Ever travel somewhere foreign and have no idea which rental car to choose? Here’s how I went with an unfamiliar car which ended up becoming a positive part of my vacation experience.
Iceland – November 2016
2WD or 4WD?
Knowing that we would be arriving during the cold rainy season, our cabin was along an isolated dirt road, and we would be traveling on F-designated roads with little to no maintenance.
Four-wheel drive became a clear must have for our journey.
Can we fit?
Four adults, plus luggage would all need to fit comfortably for the long drive to and from the airport. This criteria immediately eliminated the adorably boxy, tiny 2-door Suzuki Jimny and its 88” wheelbase. Moving up in size is the Dacia Duster followed by the larger CR-V and RAV-4. Given my familiarity with the Honda and Toyota, I knew they would would be the safe bet, however, I secretly wanted to try something a little more adventurous. Additional criteria needed to be considered.
Cost and Fuel Efficiency
This would be a 4 day rental period so the Duster’s lower daily rate equaled a considerable savings over the CR-V and the RAV-4. As in many countries, the price of fuel is significantly more expensive than in the U.S., so the car’s fuel economy should be an important factor if a lot of time will be spent on the road. The Duster’s 1.5L turbo-diesel 4-cylinder is rated at 5.5L/ 100km which translates to a not quite EPA-comparable 43 mpg. Regardless, this economy rating is better than larger 4WD cars. Going with the more expensive and less efficient vehicle would need a pretty solid justification.
Will it be interesting, if not fun, to drive?
Getting to sample a car that isn’t sold here in the U.S. is a unique opportunity for car people. Throw in the added uniqueness of a 4-cyl diesel and 6-speed manual and my decision was made.
Dacia Duster, we’re going to get to know each other, for better and worse.
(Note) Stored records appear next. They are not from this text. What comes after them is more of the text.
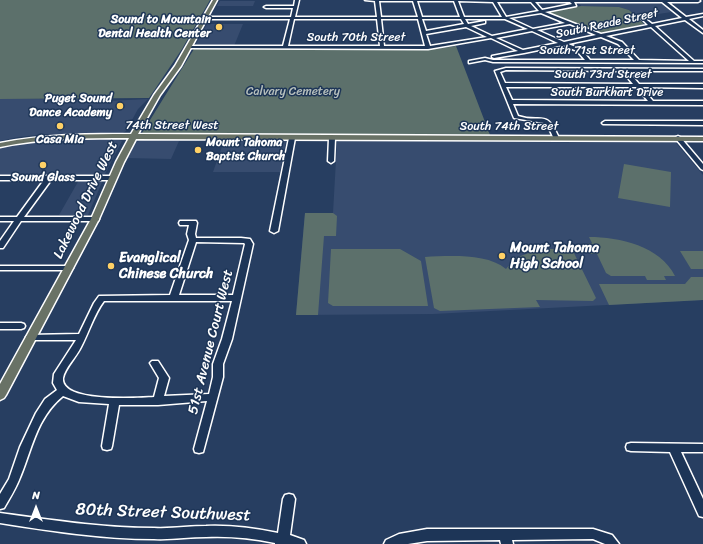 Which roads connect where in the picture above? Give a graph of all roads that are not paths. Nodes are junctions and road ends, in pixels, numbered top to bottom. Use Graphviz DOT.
graph roads {
  1 [pos="215,0"];
  2 [pos="269,0"];
  3 [pos="297,0"];
  4 [pos="367,0"];
  5 [pos="377,0"];
  6 [pos="415,0"];
  7 [pos="455,0"];
  8 [pos="494,0"];
  9 [pos="532,0"];
  10 [pos="572,0"];
  11 [pos="610,0"];
  12 [pos="650,0"];
  13 [pos="662,1"];
  14 [pos="678,1"];
  15 [pos="700,1"];
  16 [pos="668,4"];
  17 [pos="295,7"];
  18 [pos="542,12"];
  19 [pos="703,15"];
  20 [pos="205,18"];
  21 [pos="292,18"];
  22 [pos="379,18"];
  23 [pos="420,18"];
  24 [pos="463,18"];
  25 [pos="505,18"];
  26 [pos="643,18"];
  27 [pos="686,18"];
  28 [pos="571,23"];
  29 [pos="466,25"];
  30 [pos="652,25"];
  31 [pos="533,30"];
  32 [pos="703,32"];
  33 [pos="424,33"];
  34 [pos="602,36"];
  35 [pos="493,38"];
  36 [pos="563,44"];
  37 [pos="189,47"];
  38 [pos="285,47"];
  39 [pos="382,48"];
  40 [pos="428,48"];
  41 [pos="522,52"];
  42 [pos="485,59"];
  43 [pos="539,61"];
  44 [pos="588,61"];
  45 [pos="637,61"];
  46 [pos="471,62"];
  47 [pos="693,62"];
  48 [pos="703,62"];
  49 [pos="544,70"];
  50 [pos="624,70"];
  51 [pos="703,70"];
  52 [pos="502,85"];
  53 [pos="637,86"];
  54 [pos="703,86"];
  55 [pos="510,102"];
  56 [pos="652,103"];
  57 [pos="703,103"];
  58 [pos="604,123"];
  59 [pos="703,124"];
  60 [pos="133,137"];
  61 [pos="292,138"];
  62 [pos="316,138"];
  63 [pos="332,138"];
  64 [pos="556,138"];
  65 [pos="678,138"];
  66 [pos="703,139"];
  67 [pos="0,145"];
  68 [pos="331,161"];
  69 [pos="703,168"];
  70 [pos="0,178"];
  71 [pos="48,178"];
  72 [pos="113,178"];
  73 [pos="0,219"];
  74 [pos="19,219"];
  75 [pos="95,219"];
  76 [pos="183,224"];
  77 [pos="274,231"];
  78 [pos="193,240"];
  79 [pos="0,246"];
  80 [pos="0,268"];
  81 [pos="69,268"];
  82 [pos="174,297"];
  83 [pos="236,298"];
  84 [pos="0,326"];
  85 [pos="21,326"];
  86 [pos="31,337"];
  87 [pos="82,337"];
  88 [pos="155,362"];
  89 [pos="64,391"];
  90 [pos="0,395"];
  91 [pos="213,397"];
  92 [pos="158,401"];
  93 [pos="114,402"];
  94 [pos="107,446"];
  95 [pos="631,447"];
  96 [pos="673,447"];
  97 [pos="703,448"];
  98 [pos="199,449"];
  99 [pos="290,499"];
  100 [pos="0,504"];
  101 [pos="703,512"];
  102 [pos="0,518"];
  103 [pos="506,539"];
  104 [pos="282,541"];
  105 [pos="610,542"];
  106 [pos="300,544"];
  107 [pos="390,544"];
  1 -- 20 [label="main road, Lakewood Drive West"];
  2 -- 17 [label="street"];
  3 -- 17 [label="street"];
  4 -- 5 [label="street"];
  5 -- 6 [label="street"];
  5 -- 22 [label="street"];
  6 -- 7 [label="street"];
  6 -- 23 [label="street"];
  7 -- 8 [label="street"];
  7 -- 24 [label="street"];
  8 -- 9 [label="street"];
  8 -- 25 [label="street"];
  9 -- 10 [label="street"];
  9 -- 18 [label="street"];
  10 -- 11 [label="street"];
  10 -- 18 [label="street"];
  11 -- 12 [label="street"];
  12 -- 13 [label="street"];
  13 -- 14 [label="street"];
  13 -- 15 [label="street"];
  13 -- 16 [label="street"];
  14 -- 16 [label="street"];
  16 -- 27 [label="street"];
  17 -- 21 [label="street"];
  18 -- 25 [label="street"];
  18 -- 28 [label="street"];
  19 -- 27 [label="street, South Reade Street"];
  20 -- 21 [label="street"];
  20 -- 37 [label="main road, Lakewood Drive West"];
  21 -- 22 [label="street"];
  21 -- 38 [label="street"];
  22 -- 23 [label="street"];
  22 -- 39 [label="street"];
  23 -- 24 [label="street"];
  23 -- 33 [label="street"];
  24 -- 25 [label="street"];
  24 -- 29 [label="street"];
  25 -- 29 [label="street"];
  25 -- 31 [label="street"];
  26 -- 30 [label="street"];
  27 -- 30 [label="street, South Reade Street"];
  27 -- 32 [label="street"];
  28 -- 31 [label="street, South 70th Street"];
  28 -- 34 [label="street"];
  29 -- 33 [label="street"];
  29 -- 35 [label="street"];
  30 -- 34 [label="street, South Reade Street"];
  30 -- 47 [label="street"];
  31 -- 35 [label="street, South 70th Street"];
  31 -- 36 [label="street"];
  33 -- 40 [label="street"];
  34 -- 36 [label="street, South Reade Street"];
  34 -- 45 [label="street"];
  35 -- 40 [label="street, South 70th Street"];
  35 -- 41 [label="street"];
  36 -- 41 [label="street, South Reade Street"];
  36 -- 44 [label="street"];
  37 -- 38 [label="street, South 70th Street"];
  37 -- 60 [label="main road, Lakewood Drive West"];
  38 -- 39 [label="street, South 70th Street"];
  39 -- 40 [label="street, South 70th Street"];
  41 -- 42 [label="street, South Reade Street"];
  41 -- 43 [label="street"];
  42 -- 43 [label="street, South 71st Street"];
  42 -- 46 [label="street, South 71st Street"];
  43 -- 44 [label="street, South 71st Street"];
  43 -- 49 [label="street"];
  44 -- 45 [label="street, South 71st Street"];
  45 -- 47 [label="street, South 71st Street"];
  47 -- 48 [label="street, South 71st Street"];
  47 -- 51 [label="street"];
  49 -- 50 [label="street"];
  49 -- 52 [label="street"];
  50 -- 51 [label="street"];
  50 -- 53 [label="street"];
  52 -- 53 [label="street, South 73rd Street"];
  52 -- 55 [label="street"];
  53 -- 54 [label="street, South 73rd Street"];
  53 -- 56 [label="street"];
  55 -- 56 [label="street, South Burkhart Drive"];
  55 -- 64 [label="street"];
  56 -- 57 [label="street, South Burkhart Drive"];
  58 -- 59 [label="street"];
  60 -- 61 [label="main road, 74th Street West"];
  60 -- 67 [label="main road, 74th Street West"];
  60 -- 72 [label="main road, Lakewood Drive West"];
  61 -- 62 [label="main road, 74th Street West"];
  61 -- 77 [label="street"];
  62 -- 63 [label="main road, South 74th Street"];
  63 -- 64 [label="main road, South 74th Street"];
  63 -- 68 [label="street"];
  64 -- 65 [label="main road, South 74th Street"];
  65 -- 66 [label="main road, South 74th Street"];
  65 -- 69 [label="street"];
  70 -- 71 [label="street"];
  71 -- 72 [label="street"];
  71 -- 74 [label="street"];
  72 -- 75 [label="main road, Lakewood Drive West"];
  73 -- 74 [label="street"];
  74 -- 75 [label="street"];
  74 -- 79 [label="street"];
  75 -- 81 [label="main road, Lakewood Drive West"];
  76 -- 78 [label="street"];
  78 -- 82 [label="street"];
  78 -- 83 [label="street, 51st Avenue Court West"];
  80 -- 81 [label="street"];
  81 -- 86 [label="main road, Lakewood Drive West"];
  82 -- 83 [label="street"];
  82 -- 87 [label="street"];
  83 -- 91 [label="street, 51st Avenue Court West"];
  84 -- 85 [label="street"];
  86 -- 87 [label="street"];
  86 -- 90 [label="main road, Lakewood Drive West"];
  87 -- 89 [label="street"];
  88 -- 92 [label="street"];
  89 -- 93 [label="street"];
  89 -- 100 [label="street"];
  91 -- 92 [label="street"];
  91 -- 98 [label="street, 51st Avenue Court West"];
  92 -- 93 [label="street"];
  93 -- 94 [label="street"];
  95 -- 96 [label="street"];
  96 -- 97 [label="street"];
  96 -- 101 [label="street"];
  99 -- 104 [label="street"];
  102 -- 104 [label="street, 80th Street Southwest"];
  103 -- 105 [label="street"];
  103 -- 107 [label="street"];
  104 -- 106 [label="street, 80th Street Southwest"];
}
Fairly confident that it would hold everyone in reasonable comfort but unaware of feature content, I picked up the Duster on a cold and rainy morning. Appearance-wise, the Duster is a very bulgy looking vehicle with pushed out wheel fenders and raised surfaces on the tailgate. Its rugged yet light-duty appearance rings of a euro version of the Nissan X-Terra. Maybe not so coincidentally, Dacia is owned by Renault who has a 43.4% stake in Nissan.
The rear liftgate opens with the mechanical push-key-cylinder and is easy to raise. Our group’s luggage (three large and one small suitcase as well as a couple of carry-on bags) all fit reasonably well without hampering rearward visibility.
Climbing into the driver’s seat, I immediately began noticing how dated the interior felt; not so much tactically but instead how it was laid out. I considered it on par with the ergonomics of 10-15 years ago. Knowing the low cost of the car, I was expecting some pretty rough NVH from the engine but the 1.5L turbo 4-cyl was impressively quiet and smooth from inside. Now it was time to try and defog the front windshield, a common task in Iceland, I’m sure. It did take a bit of time to clear but its overall performance was good.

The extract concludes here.